The details in the movie is well thought out, the continuity objects are used very well, like the red Lamy used by Konkona or the DSLR of Ranbir. The production quality, camerawork, locations and overall theme is artistically vibrant, urban and contemporary. The set design of the Mumbai Beat magazine office resembled more like a Artist’s studio! Some part of the movie reminds us about the fading romanticism of Bombay (Mumbai, for some sick touchy retard whose a*shole is bigger than his brains) which most of us have lost, in the run. It talks about loving it’s people to love a city.
The movie talks about one’s choice of passion over convention as career, in Sid’s case – Photography. I could connect with him when he realizes that he inherited his flair for photography from his dad, and gives his first pay check to him. That was one of the most emotional yet life like moment of the movie.

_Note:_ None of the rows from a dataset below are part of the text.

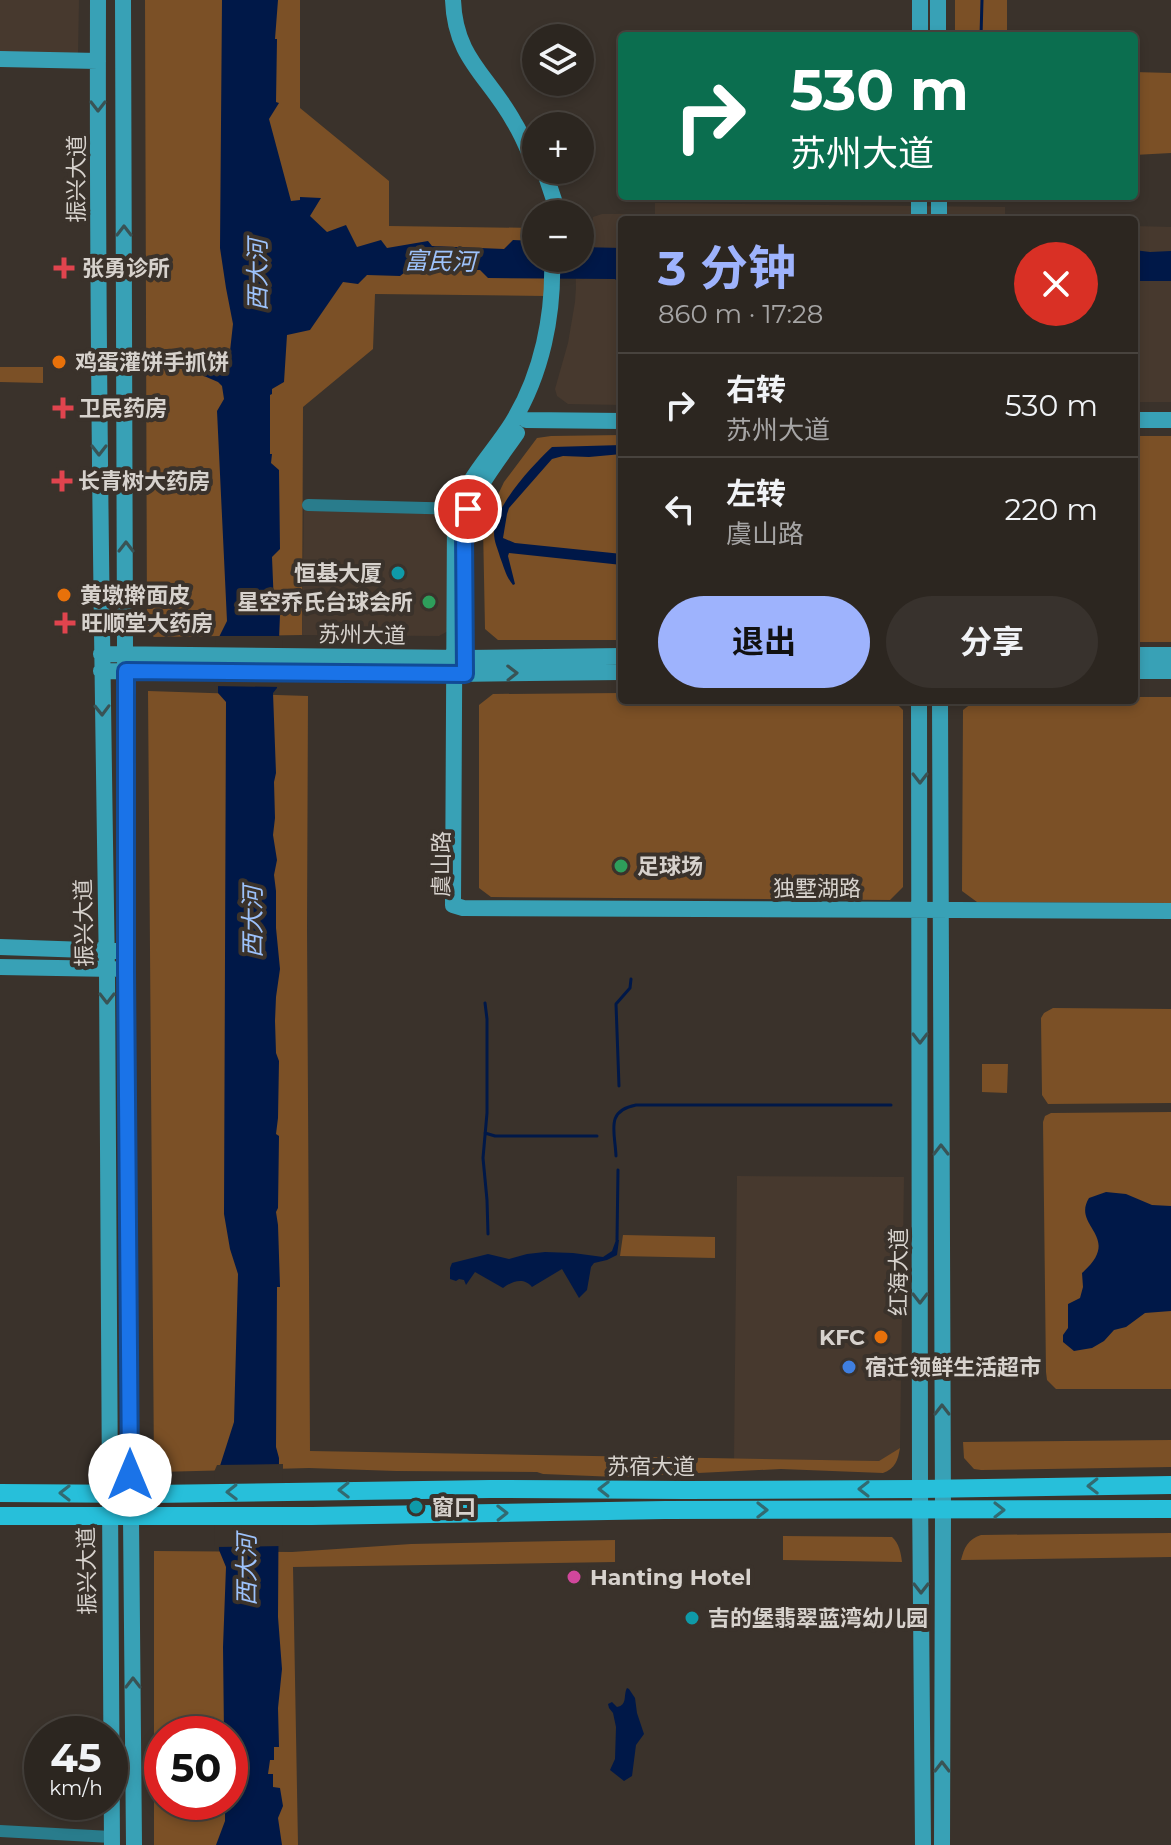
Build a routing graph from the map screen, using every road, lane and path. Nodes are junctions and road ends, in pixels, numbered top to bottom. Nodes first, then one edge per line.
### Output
1 (98, 0) edge
2 (123, 0) edge
3 (453, 0) edge
4 (462, 0) edge
5 (920, 0) edge
6 (938, 0) edge
7 (920, 32) edge
8 (938, 32) edge
9 (0, 59) edge
10 (98, 61) junction
11 (522, 122) edge
12 (522, 138) edge
13 (555, 272) edge
14 (557, 272) edge
15 (556, 279) junction
16 (526, 420) junction
17 (1138, 420) edge
18 (1171, 420) edge
19 (618, 421) edge
20 (308, 505) dead end
21 (463, 509) junction
22 (1138, 655) edge
23 (1171, 655) edge
24 (618, 656) edge
25 (126, 662) junction
26 (101, 663) junction
27 (460, 666) junction
28 (1138, 671) edge
29 (1171, 671) edge
30 (618, 672) edge
31 (919, 704) edge
32 (940, 704) edge
33 (463, 908) joint
34 (920, 910) junction
35 (940, 910) junction
36 (1171, 911) edge
37 (0, 947) edge
38 (106, 950) junction
39 (126, 951) junction
40 (0, 967) edge
41 (107, 969) junction
42 (126, 970) junction
43 (1171, 1485) edge
44 (942, 1488) junction
45 (920, 1489) junction
46 (0, 1493) edge
47 (109, 1493) junction
48 (131, 1493) junction
49 (1171, 1509) edge
50 (921, 1510) junction
51 (943, 1510) junction
52 (0, 1516) edge
53 (108, 1517) junction
54 (131, 1517) junction
55 (0, 1831) edge
56 (112, 1841) edge
57 (134, 1845) edge
58 (923, 1845) edge
59 (942, 1845) edge

1 - 10 main road, 振兴大道
25 -> 2 main road, 振兴大道
3 - 12 main road
4 - 11 main road
5 - 7 main road
6 - 8 main road
9 - 10 main road
10 -> 26 main road, 振兴大道
13 - 15 main road, 虞山路
14 - 15 main road, 虞山路
15 - 16 main road, 虞山路
15 - 21 main road, 虞山路
16 - 19 main road
16 - 21 main road, 虞山路
17 - 18 main road
20 - 21 street
21 - 27 main road, 虞山路
22 - 23 main road
24 - 27 main road, 苏州大道
25 - 26 main road, 苏州大道
25 - 27 main road, 苏州大道
25 - 39 main road, 振兴大道
26 -> 38 main road, 振兴大道
27 -> 30 main road, 苏州大道
27 - 33 main road, 虞山路
28 - 29 main road
31 -> 34 main road, 红海大道
32 - 35 main road, 红海大道
33 - 34 main road, 独墅湖路
34 - 35 main road, 独墅湖路
34 -> 45 main road, 红海大道
35 - 36 main road, 独墅湖路
44 -> 35 main road, 红海大道
37 - 38 main road
38 - 39 main road
38 - 41 main road, 振兴大道
39 - 42 main road, 振兴大道
40 - 41 main road
41 - 42 main road
41 -> 47 main road, 振兴大道
42 - 48 main road, 振兴大道
43 -> 44 main road, 苏宿大道
44 - 45 main road, 苏宿大道
44 - 51 main road, 红海大道
45 -> 48 main road, 苏宿大道
45 - 50 main road, 红海大道
47 -> 46 main road, 苏宿大道
47 - 48 main road, 苏宿大道
47 - 53 main road, 振兴大道
48 - 54 main road, 振兴大道
51 -> 49 main road, 苏宿大道
50 - 51 main road, 苏宿大道
54 -> 50 main road, 苏宿大道
50 -> 58 main road, 红海大道
59 -> 51 main road, 红海大道
52 - 53 main road, 苏宿大道
53 - 54 main road, 苏宿大道
53 - 56 main road, 振兴大道
57 -> 54 main road, 振兴大道
55 - 56 street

This movie would definitely connect strongly to the generation of the achieved Ram Mehras and the generation of the aimless Sids, yet for us who belong somewhere in between, who has lost something to gain something, can pause to say ‘been there, done that’, before stepping into bigger responsibilities of life.
Overall, a clean cinema with abundant light humour, nominal drama about subtle sweet truths of life packed in a superior production design- a perfect treat for the family!